PowerFLOW for Community or Pass-by Noise

 

Please Keep it Down Out There

Noise pollution from vehicles, airplanes, trains, and heavy machinery is steadily increasing — with proven adverse health effects for people in nearby communities. Therefore, government regulations for community noise are getting more stringent in most countries. This creates significant challenges for vehicle and aircraft manufacturers forced to meet these ever increasing regulatory requirements.

Noise control engineers must be able to identify the main sources of noise generated by turbulent flow or mechanical vibrations — before designs are finalized. Assessing compliance with community noise regulations too late in the design process often leads to costly design changes, expensive repeat testing, and could jeopardize product certification.

Although a great deal of progress has been made in understanding sound generation and propagation mechanisms, the use of this knowledge to improve acoustic technology and meet community noise targets remains a major challenge for the transportation and heavy equipment industries.

Technical Challenges

A major challenge in meeting noise targets is assessing and reducing noise sources while dealing with several other design constraints. The time and cost of developing and testing physical prototypes are often prohibitive. Experimental testing challenges also include wind tunnel space limitations for extending measurements to the far field, and relating stationary-source wind tunnel measurements to the real-life, moving-source scenario. Therefore, a computational solution is highly desirable.

A key challenge for Computational Aero-Acoustic (CAA) methods is that sound propagated to the far field consists of pressure perturbations that are very small relative to the turbulent pressure fluctuations in the near-field source region. Therefore, highly accurate prediction of the transient flow behavior with sufficiently low dissipation and dispersion is required to resolve small amplitude fluctuations over the frequency range of interest.

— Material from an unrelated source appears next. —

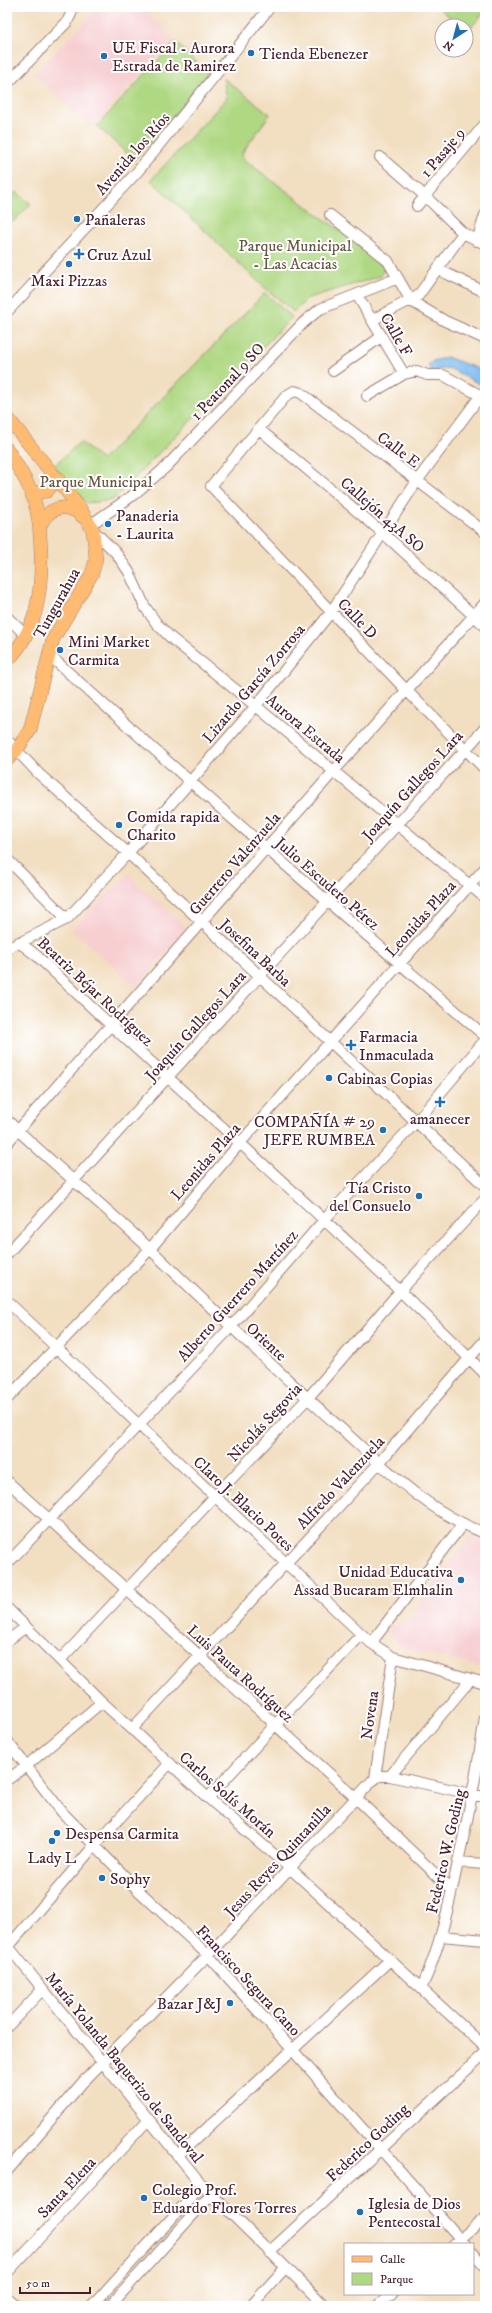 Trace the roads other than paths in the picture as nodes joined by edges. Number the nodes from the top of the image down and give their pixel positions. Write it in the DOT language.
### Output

Moreover, in typical applications such as aircraft or train certification, the far-field noise target involves large distances, making it impractical to extend the computational domain to include both the source region and the receiver.

 

 

SIMULIA Solution

PowerFLOW, combined with the PowerACOUSTICS far-field noise module, provides accurate numerical prediction of flow-induced far-field noise, enabling you to simulate community noise problems for aircraft, rail transport, and rotating machinery applications.

The SIMULIA integrated far-field noise solution provides:

  • Accurate transient flow fluctuation prediction: Leverages PowerFLOW’s proven accuracy for the prediction of aerodynamically induced noise: time-unsteady and able to handle complex detailed geometry.
  • Fully coupled far-field noise solver: The fully integrated Fowcs Williams and Hawkings (FW-H)-based solver predicts time signals at receiver/microphone locations. The solver supports options for fly-over/pass-by versus wind tunnel scenarios, and solid versus permeable configurations.
  • Ability to predict fan and rotating machinery noise: PowerFLOW’s ability to simulate true rotating geometry to predict pressure fluctuations generated by rotating components, coupled with the far-field noise module, provides an accurate solution for rotating machinery noise applications.
  • Noise metrics and digital certification: The far-field noise module outputs time-domain pressure signals, to which any user-specific post processing can be applied.
  • Insight on noise source locations: The far-field noise module provides a contribution analysis of the noise sources, highlighting the near wall regions contributing the most to the far field. You can use the output far-field signals as input to inverse methods such as beam forming or acoustic holography, which provides spatial noise source localizations.

The complete SIMULIA far-field noise solution provides early noise assessment and optimization, before a final prototype is built. Complex geometry handling and efficient post-processing allow rapid turnaround time for noise assessment during the early design phase, giving confidence that noise targets will be achieved.